This is one of the lightest desserts around — think pavlova with French flair! You could vary the flavour of the filling by using stone fruit or berries, and the result will always be a winner.
- 4 pcs Large Eggs
- 100 gm Castor Sugar
- 1 tsp Cornflour
- 1 tsp White Wine Vinegar
- 1/4 tsp Salt
- 1 tsp Castor Sugar extra for dusting
- 300 gm Thickened or Double Cream lightly whipped
- 2 pcs Large Ripe Mango peeled and thinly sliced
- 45 gm Icing sugar
- 1 Butter melted to grease
Preheat the oven to 180°C. Lightly butter a 34cm x 24cm x 2cm Swiss roll tin or baking tray. Line the tin with lightly buttered baking paper, taking it up a few centimetres higher than the edges of the tin all the way around.
For the meringue, put the egg whites, caster sugar and salt into an electric mixer and beat them on medium-high for 6-8 minutes, until they're stiff with a lovely satiny sheen or until all the sugar dissolves, mixture is very thick and glossy and a long, trailing peak forms when the whisk is lifted. Whisk in cornflour and vinegar until just combined.
Scoop the mixture into the prepared tin and spread it out evenly with a long palette knife. Pop the tin into the oven, and bake the meringue for 10-12 minutes until it's set and a pale beige colour on top.
Sprinkle a large sheet of baking paper evenly with the extra teaspoon of sugar.

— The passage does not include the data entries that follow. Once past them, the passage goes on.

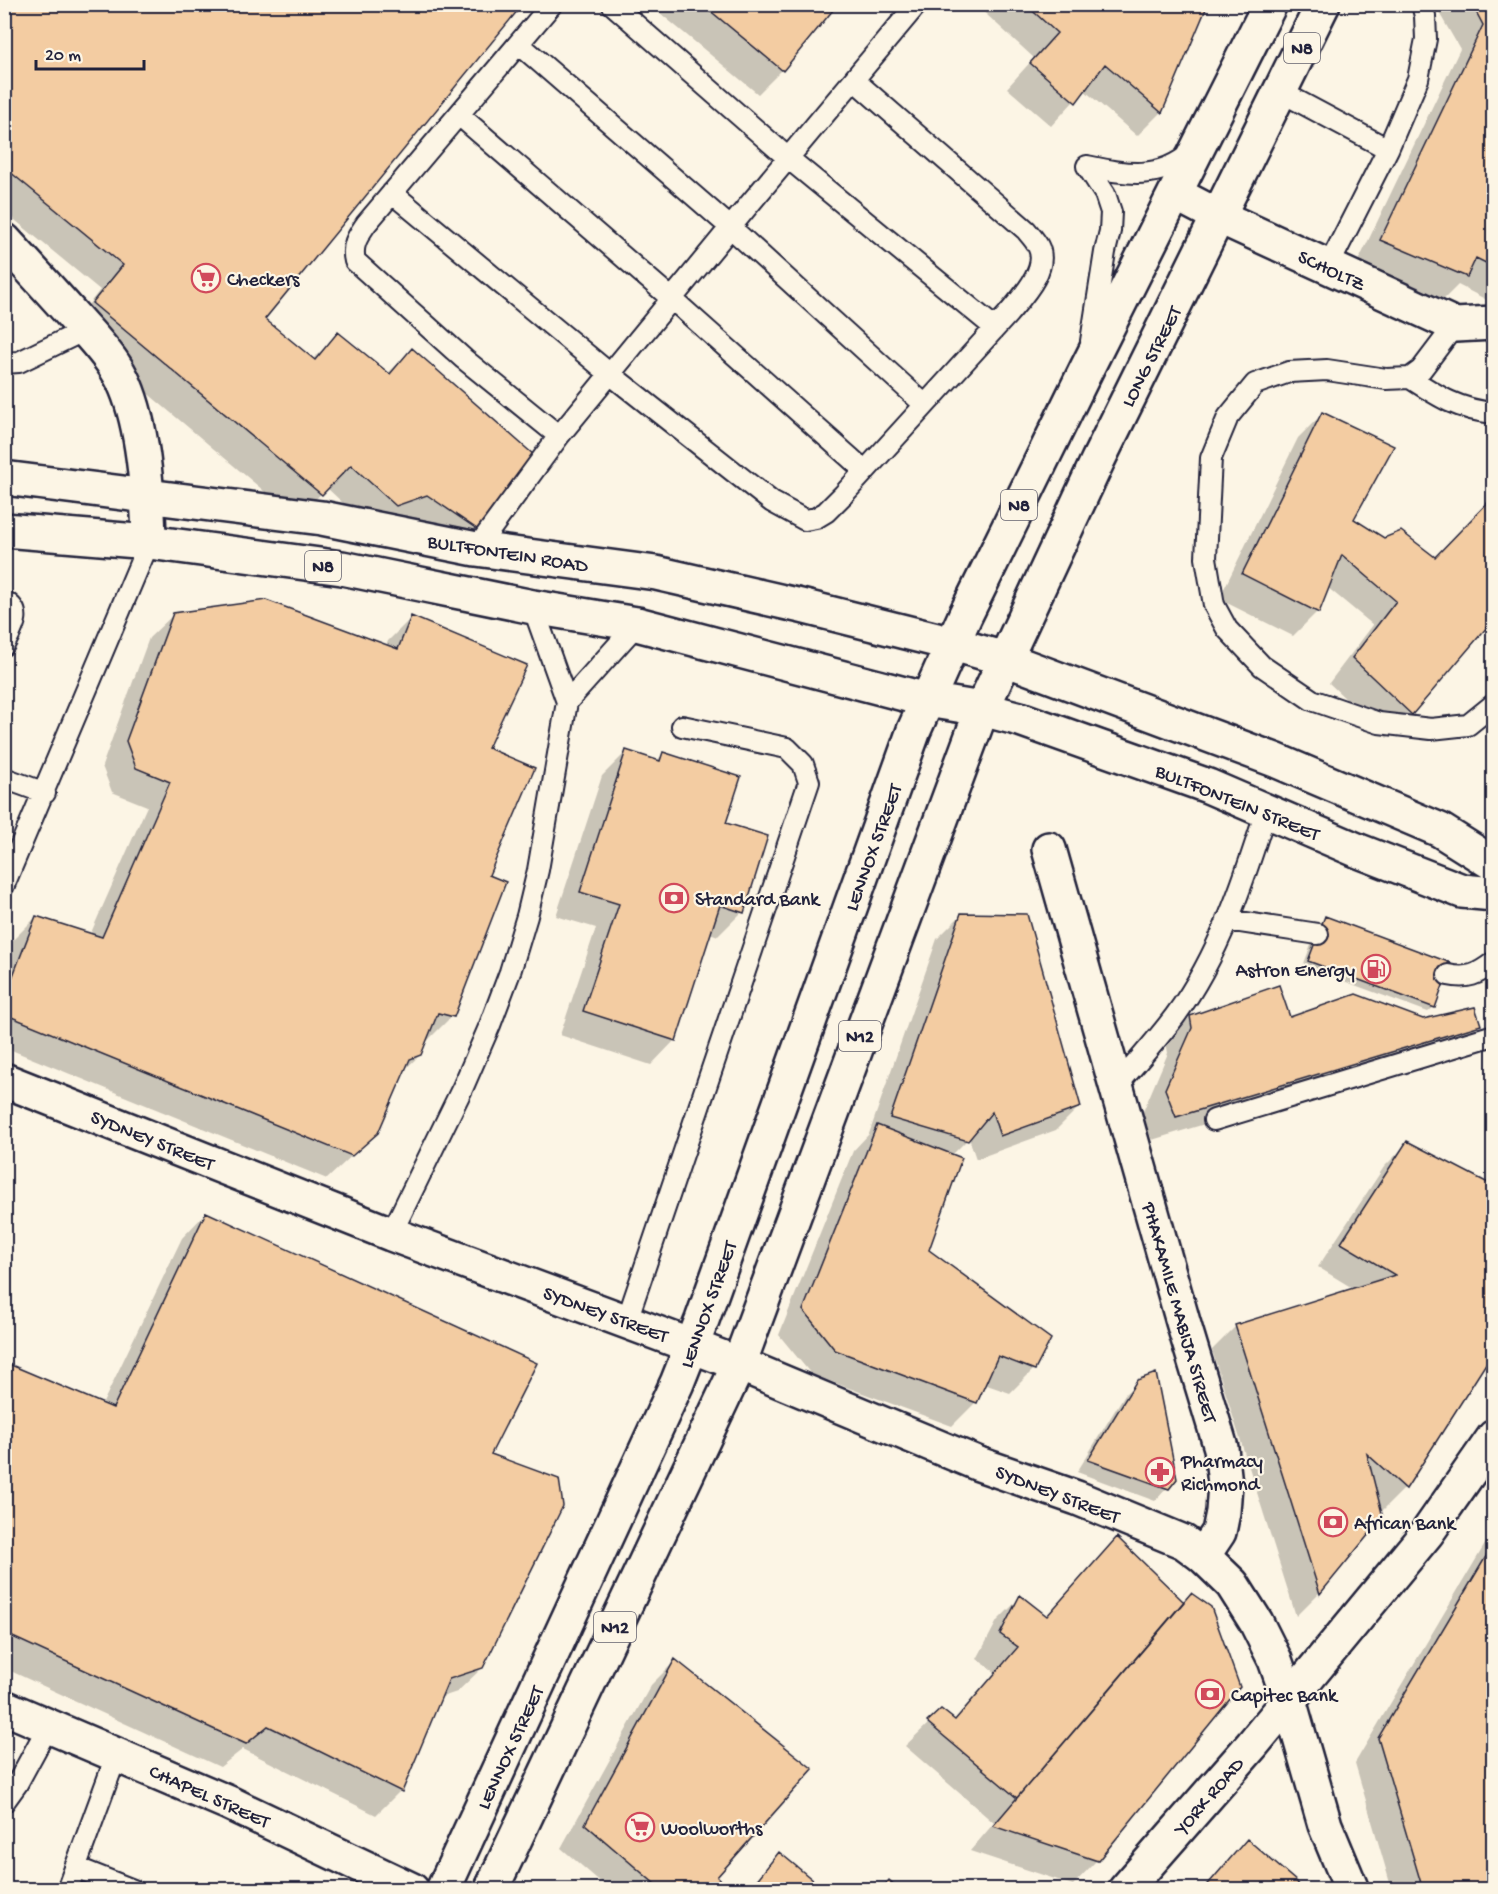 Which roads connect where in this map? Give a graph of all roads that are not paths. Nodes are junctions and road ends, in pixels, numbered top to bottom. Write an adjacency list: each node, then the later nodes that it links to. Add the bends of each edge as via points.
1 (552, 4): 7 (lane)
2 (612, 4): 13 (lane)
3 (917, 4): 8 (lane)
4 (1270, 4): 11 (main road, N8)
5 (1323, 4): 9 (main road, LONG STREET / N8)
6 (1422, 4): 12 (lane, via 1426,39 1418,79)
7 (519, 44): 10 (lane); 17 (lane)
8 (854, 80): 13 (lane); 23 (lane, via 1026,230 1039,247 1041,262 1032,285)
9 (1281, 92): 12 (lane); 16 (main road, LONG STREET / N8)
10 (459, 115): 14 (lane); 20 (lane)
11 (1205, 135): 15 (main road, N8); 26 (lane, via 1190,154 1158,172 1122,173 1087,166 1105,194 1111,212)
12 (1388, 149): 19 (lane)
13 (788, 158): 17 (lane); 23 (lane)
14 (392, 193): 27 (lane); 31 (lane, via 356,239 355,261 464,359)
15 (1176, 194): 16 (main road, SCHOLTZ); 26 (main road, N8)
16 (1220, 217): 19 (main road, SCHOLTZ); 43 (main road, LONG STREET / N8, via 1098,460)
17 (730, 227): 20 (lane); 29 (lane)
18 (4, 240): 24 (main road)
19 (1328, 267): 22 (main road, SCHOLTZ)
20 (672, 299): 27 (lane); 32 (lane)
21 (1494, 323): 22 (main road, SCHOLTZ)
22 (1455, 325): 28 (lane, via 1421,370)
23 (995, 328): 29 (lane)
24 (85, 330): 25 (lane, via 19,362); 34 (main road, via 116,368 128,392)
25 (4, 363)
26 (1087, 368): 41 (main road, N8)
27 (610, 374): 31 (lane); 32 (lane, via 772,502 805,520 826,512)
28 (1410, 378): 30 (lane, via 1444,401); 46 (lane, via 1386,379 1327,370 1289,372 1255,384 1228,417 1211,458 1206,558 1214,605 1227,629 1262,666 1312,700 1378,723 1431,729 1468,725)
29 (925, 405): 32 (lane)
30 (1494, 413)
31 (559, 436): 37 (lane)
32 (865, 471)
33 (4, 478): 34 (main road, BULTFONTEIN ROAD / N8)
34 (148, 496): 36 (main road); 37 (main road, BULTFONTEIN ROAD / N8, via 322,518)
35 (4, 530): 36 (main road, N8)
36 (149, 542): 39 (main road, N8, via 342,568); 50 (lane)
37 (476, 549): 41 (main road, BULTFONTEIN ROAD / N8, via 656,573)
38 (4, 601): 42 (lane, via 16,613)
39 (533, 607): 40 (main road, N8); 45 (lane)
40 (637, 624): 44 (main road, N8); 45 (lane)
41 (953, 644): 43 (main road, BULTFONTEIN ROAD / N8); 44 (main road, N8)
42 (4, 645)
43 (1005, 659): 47 (main road, LONG STREET / N8); 53 (main road, via 1275,760 1440,830)
44 (927, 700): 47 (main road, N8); 66 (main road, LENNOX STREET / N12)
45 (567, 702): 64 (lane, via 538,870 510,972 464,1087)
46 (1494, 704)
47 (982, 709): 51 (main road, BULTFONTEIN STREET, via 1208,786); 67 (main road, N12)
48 (682, 726): 65 (lane, via 787,748 803,764 809,782)
49 (4, 778): 50 (lane)
50 (45, 793): 54 (lane)
51 (1266, 811): 55 (main road, BULTFONTEIN STREET, via 1462,891); 56 (lane)
52 (1049, 849): 62 (main road, PHAKAMILE MABIJA STREET)
53 (1494, 864)
54 (4, 885)
55 (1494, 894)
56 (1227, 920): 57 (lane); 62 (lane, via 1176,1015)
57 (1318, 934)
58 (1494, 962): 59 (lane, via 1465,978)
59 (1448, 975)
60 (1494, 1035): 63 (lane)
61 (4, 1080): 64 (main road, SYDNEY STREET)
62 (1116, 1087): 69 (main road, PHAKAMILE MABIJA STREET, via 1221,1448 1223,1512 1219,1532)
63 (1214, 1120)
64 (391, 1234): 65 (main road, SYDNEY STREET)
65 (627, 1320): 66 (main road, SYDNEY STREET)
66 (692, 1346): 67 (main road, SYDNEY STREET); 79 (main road, LENNOX STREET / N12)
67 (739, 1364): 69 (main road, SYDNEY STREET, via 979,1464 1077,1498 1184,1542); 80 (main road, N12)
68 (1494, 1437): 70 (main road, YORK ROAD, via 1428,1533)
69 (1203, 1556): 70 (main road, via 1232,1584 1256,1622)
70 (1289, 1701): 81 (main road, YORK ROAD); 82 (main road, via 1324,1825)
71 (4, 1707): 72 (main road, CHAPEL STREET)
72 (49, 1725): 73 (main road, CHAPEL STREET); 74 (lane)
73 (117, 1754): 75 (lane); 78 (main road, CHAPEL STREET)
74 (4, 1802)
75 (75, 1867): 76 (lane); 77 (lane)
76 (67, 1890)
77 (133, 1890)
78 (412, 1890)
79 (443, 1890)
80 (491, 1890)
81 (1125, 1890)
82 (1352, 1890) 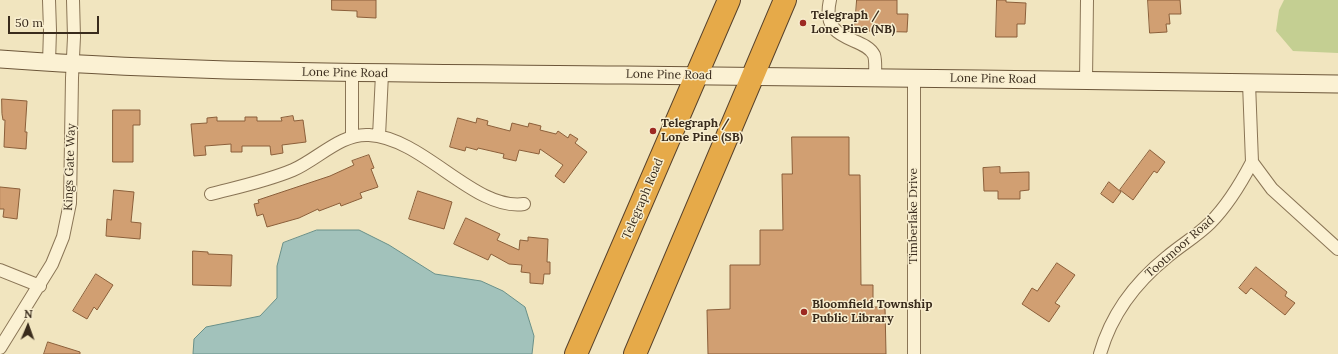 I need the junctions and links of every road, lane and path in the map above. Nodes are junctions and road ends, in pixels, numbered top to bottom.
1 (49, 0) edge
2 (73, 0) edge
3 (729, 0) edge
4 (785, 0) edge
5 (830, 0) edge
6 (1087, 0) edge
7 (0, 59) edge
8 (49, 62) junction
9 (72, 64) junction
10 (352, 73) junction
11 (382, 74) junction
12 (696, 76) junction
13 (754, 76) junction
14 (875, 77) junction
15 (914, 77) junction
16 (1086, 80) junction
17 (1249, 83) junction
18 (1338, 84) edge
19 (379, 136) junction
20 (352, 137) junction
21 (1252, 162) junction
22 (211, 194) dead end
23 (524, 204) dead end
24 (1338, 248) edge
25 (0, 270) edge
26 (40, 286) junction
27 (0, 348) edge
28 (576, 354) edge
29 (635, 354) edge
30 (914, 354) edge
31 (1100, 354) edge

1 - 8 street
2 - 9 street, Kings Gate Way
3 - 12 highway, Telegraph Road
4 - 13 highway
5 - 14 street
6 - 16 street
7 - 8 street, Lone Pine Road
8 - 9 street, Lone Pine Road
9 - 10 street, Lone Pine Road
9 - 26 street, Kings Gate Way
10 - 11 street, Lone Pine Road
10 - 20 street
11 - 12 street, Lone Pine Road
11 - 19 street
12 - 13 street, Lone Pine Road
12 - 28 highway, Telegraph Road
13 - 14 street, Lone Pine Road
13 - 29 highway
14 - 15 street, Lone Pine Road
15 - 16 street, Lone Pine Road
15 - 30 street, Timberlake Drive
16 - 17 street, Lone Pine Road
17 - 18 street, Lone Pine Road
17 - 21 street
19 - 20 street
19 - 23 street
20 - 22 street
21 - 24 street
21 - 31 street, Tootmoor Road
25 - 26 street
26 - 27 street, Kings Gate Way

When the meringue is ready, take it out of the oven. Invert the meringue onto the sugared baking paper. Lift off the tin and gently loosen the lining paper around the edges but leave it in place on the meringue. Grasp both ends of the one of the long sides of the bottom layer of paper nearest to you, and gently roll the meringue onto itself, enclosing the lining paper. What you should end up with is a long paper-covered meringue cylinder. Carefully transfer it to a rack, seam-side down, and leave it to cool.
Use an electric beater to whisk cream until soft peaks form. Form in ¼ cup of passionfruit pulp. Spread cream mixture over meringue, leaving a 3cm border along far short side. Cover this with a layer of mango slices, reserving some to serve. Roll meringue up, beginning with closest short side. Dust with icing sugar. Now, using the paper to help you, roll the meringue onto itself to form a log, like a Swiss roll.
Shuffle the meringue to the edge of the board and carefully slide the roll onto a tray or platter that will fit in the fridge, with the seam side down.
When you're ready to serve, cut the roll into thick slices with a sharp knife. Use a wide spatula to carefully transfer the slices onto individual plates. Sit a little pile of the remaining mango slices on top of each slice, and drizzle the pulp from the passionfruit over the top.